__Task goal__
Where does the word "edges" occur in the entries below? Copy every line that has it.
Information below:
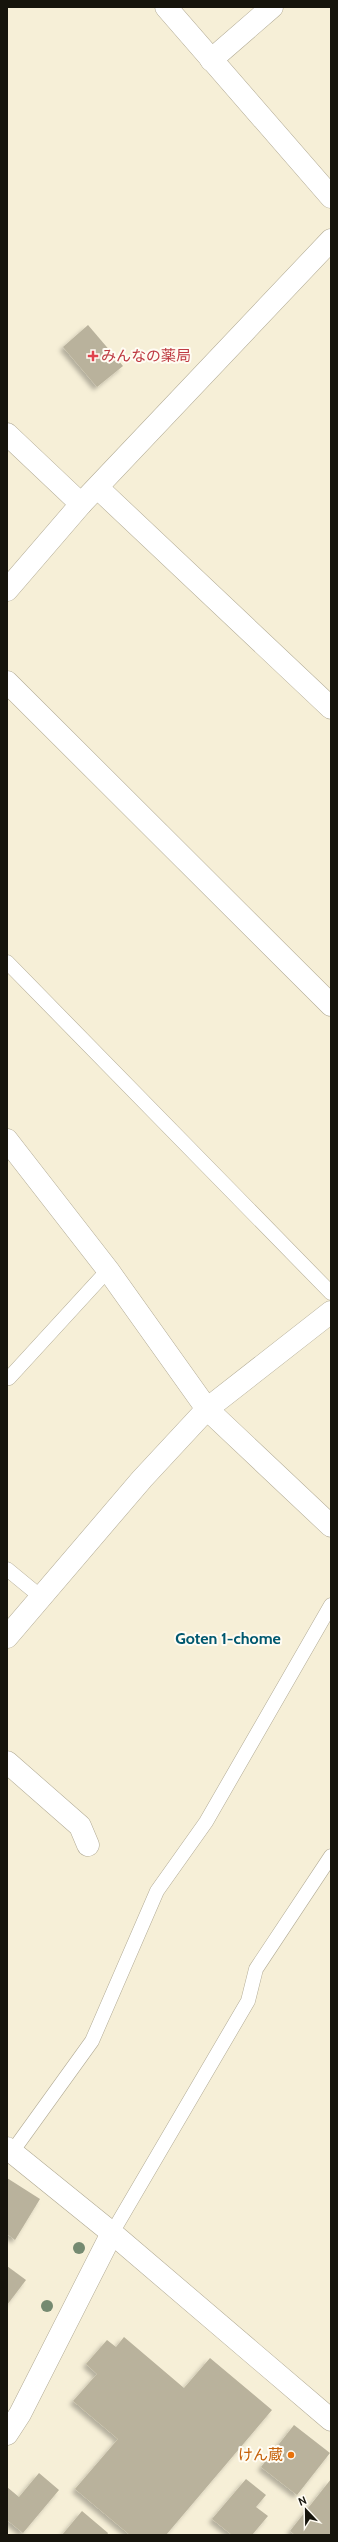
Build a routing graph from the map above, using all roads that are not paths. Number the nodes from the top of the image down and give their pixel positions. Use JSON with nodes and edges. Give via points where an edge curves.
{"nodes":[{"id":1,"x":166,"y":7,"type":"edge"},
{"id":2,"x":272,"y":7,"type":"edge"},
{"id":3,"x":211,"y":60,"type":"junction"},
{"id":4,"x":331,"y":197,"type":"edge"},
{"id":5,"x":331,"y":240,"type":"edge"},
{"id":6,"x":7,"y":434,"type":"edge"},
{"id":7,"x":98,"y":488,"type":"junction"},
{"id":8,"x":81,"y":504,"type":"junction"},
{"id":9,"x":7,"y":590,"type":"edge"},
{"id":10,"x":7,"y":682,"type":"edge"},
{"id":11,"x":331,"y":708,"type":"edge"},
{"id":12,"x":7,"y":962,"type":"edge"},
{"id":13,"x":331,"y":1005,"type":"edge"},
{"id":14,"x":7,"y":1140,"type":"edge"},
{"id":15,"x":108,"y":1270,"type":"junction"},
{"id":16,"x":331,"y":1293,"type":"edge"},
{"id":17,"x":331,"y":1312,"type":"edge"},
{"id":18,"x":7,"y":1376,"type":"edge"},
{"id":19,"x":207,"y":1409,"type":"junction"},
{"id":20,"x":331,"y":1526,"type":"edge"},
{"id":21,"x":7,"y":1569,"type":"edge"},
{"id":22,"x":41,"y":1597,"type":"junction"},
{"id":23,"x":331,"y":1605,"type":"edge"},
{"id":24,"x":7,"y":1637,"type":"edge"},
{"id":25,"x":7,"y":1762,"type":"edge"},
{"id":26,"x":88,"y":1845,"type":"dead end"},
{"id":27,"x":331,"y":1856,"type":"edge"},
{"id":28,"x":10,"y":2150,"type":"edge"},
{"id":29,"x":112,"y":2233,"type":"junction"},
{"id":30,"x":331,"y":2420,"type":"edge"},
{"id":31,"x":7,"y":2434,"type":"edge"}],
"edges":[{"from":1,"to":3,"type":"street"},
{"from":2,"to":3,"type":"street"},
{"from":3,"to":4,"type":"street"},
{"from":5,"to":7,"type":"street"},
{"from":6,"to":8,"type":"street"},
{"from":7,"to":8,"type":"street"},
{"from":7,"to":11,"type":"street"},
{"from":8,"to":9,"type":"street"},
{"from":10,"to":13,"type":"street"},
{"from":12,"to":16,"type":"lane"},
{"from":14,"to":15,"type":"street"},
{"from":15,"to":18,"type":"lane","via":[[9,1378]]},
{"from":15,"to":19,"type":"street"},
{"from":17,"to":19,"type":"street"},
{"from":19,"to":20,"type":"street"},
{"from":19,"to":22,"type":"street","via":[[142,1479]]},
{"from":21,"to":22,"type":"lane"},
{"from":22,"to":24,"type":"street"},
{"from":23,"to":28,"type":"lane","via":[[206,1822],[157,1891],[92,2041]]},
{"from":25,"to":26,"type":"street","via":[[80,1826]]},
{"from":27,"to":29,"type":"lane","via":[[256,1969],[248,2002]]},
{"from":28,"to":29,"type":"street"},
{"from":29,"to":30,"type":"street"},
{"from":29,"to":31,"type":"street","via":[[20,2414]]}]}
End of Information.
__Answer space__
Build a routing graph from the map above, using all roads that are not paths. Number the nodes from the top of the image down and give their pixel positions. Use JSON with nodes and edges. Give via points where an edge curves.
"edges":[{"from":1,"to":3,"type":"street"},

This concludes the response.